Wang Qidi, Wang Jianlin, Heringa Jouke R, Bai Xuedong, Wagemaker Marnix
Department of Radiation Science and Technology, Delft University of Technology, Mekelweg 15, 2629JB Delft, The Netherlands.
State Key Laboratory for Surface Physics, Institute of Physics, Chinese Academy of Sciences, Beijing, 100190, China.
ACS Energy Lett. 2024 Jul 11;9(8):3796-3806. doi: 10.1021/acsenergylett.4c01358. eCollection 2024 Aug 9.
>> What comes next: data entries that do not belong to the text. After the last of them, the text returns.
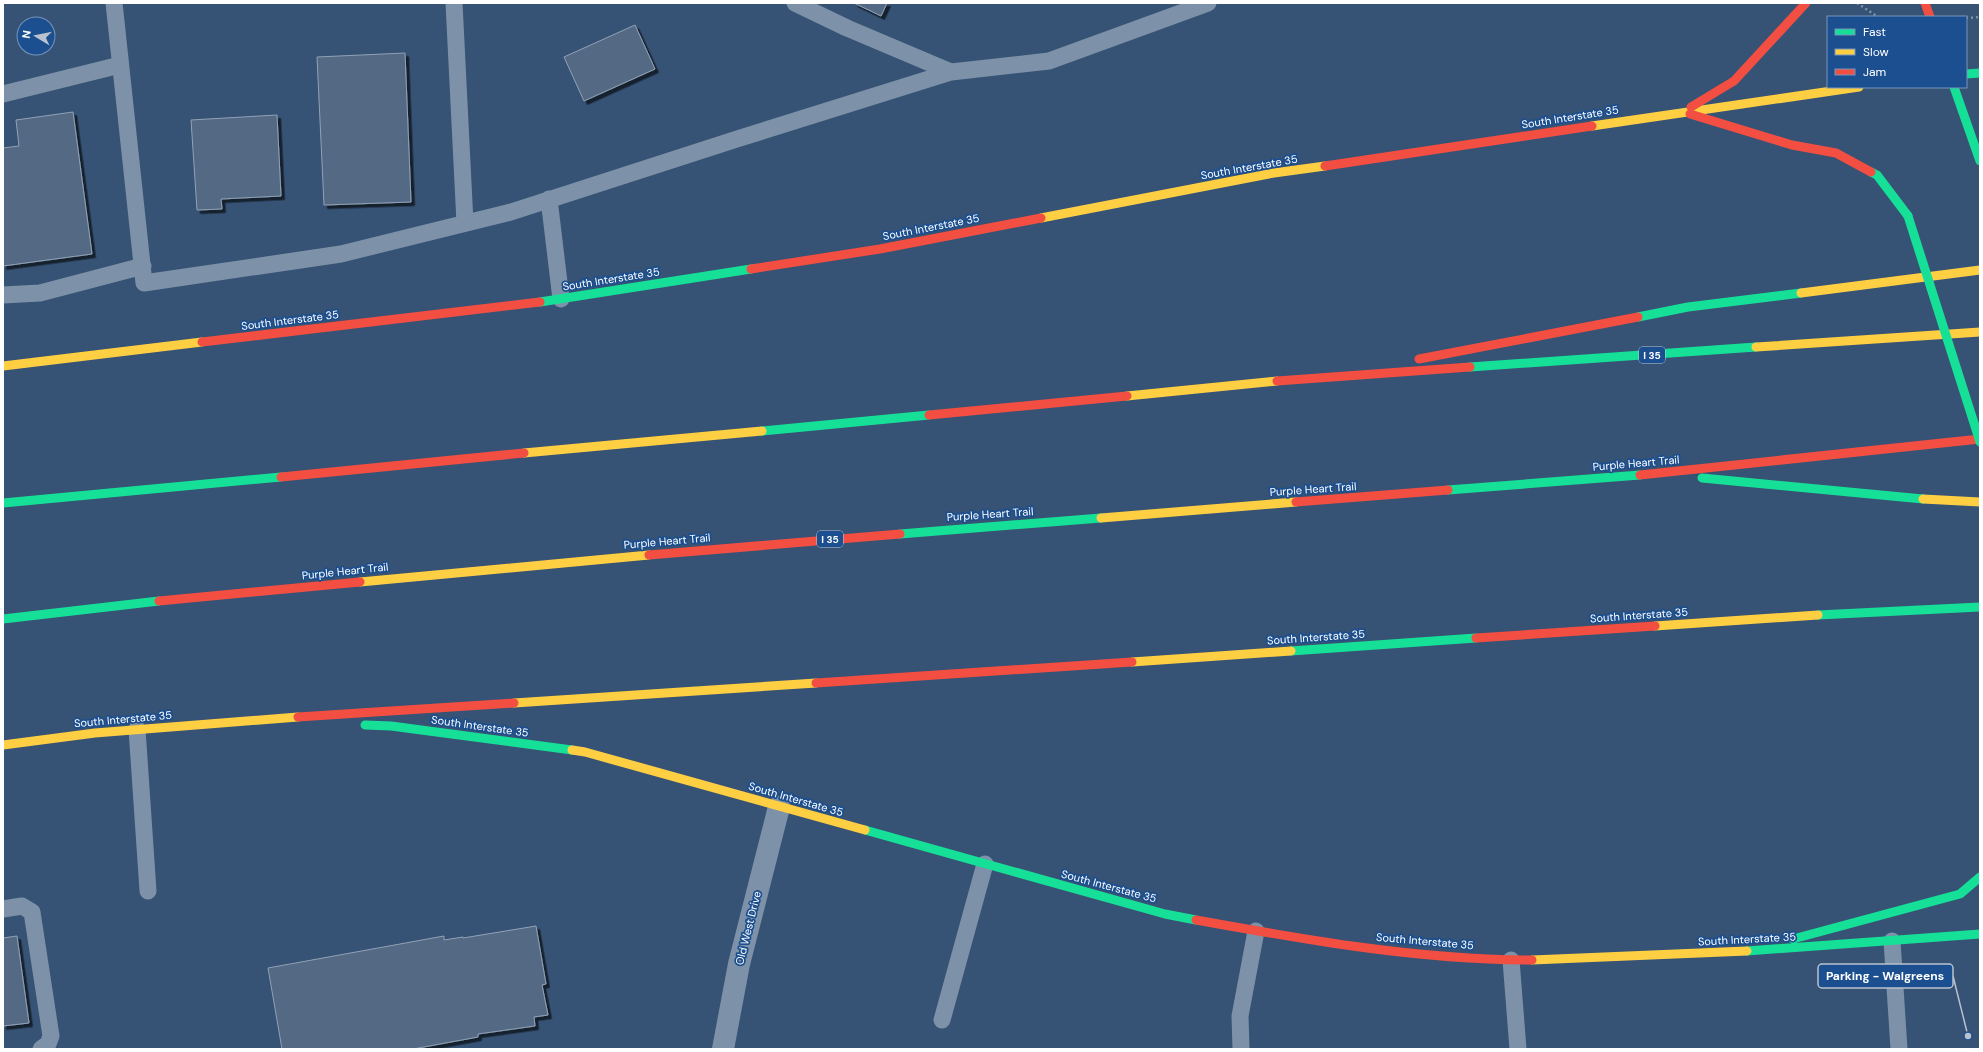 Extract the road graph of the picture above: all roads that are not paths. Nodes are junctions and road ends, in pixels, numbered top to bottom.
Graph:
1 (114, 3) edge
2 (454, 3) edge
3 (795, 3) edge
4 (1208, 3) edge
5 (1806, 3) edge
6 (1925, 3) edge
7 (1930, 16) edge
8 (120, 65) junction
9 (950, 72) junction
10 (1980, 73) edge
11 (1967, 74) edge
12 (1852, 88) edge
13 (1954, 88) edge
14 (7, 93) edge
15 (1684, 112) junction
16 (1980, 161) edge
17 (549, 199) junction
18 (465, 223) junction
19 (143, 266) junction
20 (1980, 270) edge
21 (3, 295) edge
22 (561, 299) junction
23 (1980, 332) edge
24 (3, 366) edge
25 (1324, 377) junction
26 (1980, 439) edge
27 (1980, 442) edge
28 (1657, 474) junction
29 (3, 502) edge
30 (1980, 502) edge
31 (1980, 607) edge
32 (3, 619) edge
33 (246, 721) junction
34 (337, 724) dead end
35 (353, 724) dead end
36 (137, 729) junction
37 (3, 745) edge
38 (779, 807) junction
39 (985, 864) junction
40 (1980, 876) edge
41 (148, 891) dead end
42 (3, 909) edge
43 (1256, 931) junction
44 (1980, 934) edge
45 (1892, 941) junction
46 (1742, 952) junction
47 (1511, 960) junction
48 (942, 1020) dead end
49 (41, 1049) edge
50 (723, 1049) edge
51 (1241, 1049) edge
52 (1518, 1049) edge
53 (1899, 1049) edge

1 - 8 lane
2 - 18 lane
3 - 9 lane
4 - 9 lane
5 - 15 main road
6 - 7 main road
8 - 14 lane
8 - 19 lane
9 - 17 lane
10 - 11 main road
12 - 15 main road, South Interstate 35
13 - 16 main road
15 - 22 main road, South Interstate 35
15 - 27 main road, bridge
17 - 18 lane
17 - 22 lane
18 - 19 lane
19 - 21 lane
20 - 25 main road
22 - 24 main road, South Interstate 35
23 - 25 main road, I 35
25 - 29 main road, I 35
26 - 28 main road, Purple Heart Trail / I 35
28 - 30 main road
28 - 32 main road, Purple Heart Trail / I 35
31 - 33 main road, South Interstate 35
33 - 34 main road, South Interstate 35
33 - 36 main road, South Interstate 35
35 - 38 main road, South Interstate 35
36 - 37 main road, South Interstate 35
36 - 41 lane
38 - 39 main road, South Interstate 35
38 - 50 street, Old West Drive
39 - 43 main road, South Interstate 35
39 - 48 lane
40 - 46 main road
42 - 49 lane
43 - 47 main road, South Interstate 35
43 - 51 lane
44 - 45 main road, South Interstate 35
45 - 46 main road, South Interstate 35
45 - 53 lane
46 - 47 main road, South Interstate 35
47 - 52 lane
One of the primary challenges to improving lithium-ion batteries lies in comprehending and controlling the intricate interphases. However, the complexity of interface reactions and the buried nature make it difficult to establish the relationship between the interphase characteristics and electrolyte chemistry. Herein, we employ diverse characterization techniques to investigate the progression of electrode-electrolyte interphases, bringing forward opportunities to improve the interphase properties by what we refer to as high-entropy solvation disordered electrolytes. Through formulating an electrolyte with a regular 1.0 M concentration that includes multiple commercial lithium salts, the solvation interaction with lithium ions alters fundamentally. The participation of several salts can result in a weaker solvation interaction, giving rise to an anion-rich and disordered solvation sheath despite the low salt concentration. This induces a conformal, inorganic-rich interphase that effectively passivates electrodes, preventing solvent co-intercalation. Remarkably, this electrolyte significantly enhances the performance of graphite-containing anodes paired with high-capacity cathodes, offering a promising avenue for tailoring interphase chemistries.
提高锂离子电池面临的主要挑战之一在于理解和控制复杂的界面相。然而,界面反应的复杂性和其隐蔽性使得难以建立界面相特性与电解质化学之间的关系。在此,我们采用多种表征技术来研究电极-电解质界面相的演变,通过我们所谓的高熵溶剂化无序电解质,为改善界面相性能带来了机会。通过配制一种含有多种商业锂盐、浓度为常规1.0 M的电解质溶液,锂离子的溶剂化相互作用发生了根本性变化。几种盐的共同作用会导致溶剂化相互作用减弱,尽管盐浓度较低,但会形成富含阴离子且无序的溶剂化鞘层。这会诱导形成一种保形、富含无机物的界面相,有效地钝化电极,防止溶剂共嵌入。值得注意的是,这种电解质显著提高了与高容量阴极配对的含石墨阳极的性能,为定制界面相化学提供了一条有前景的途径。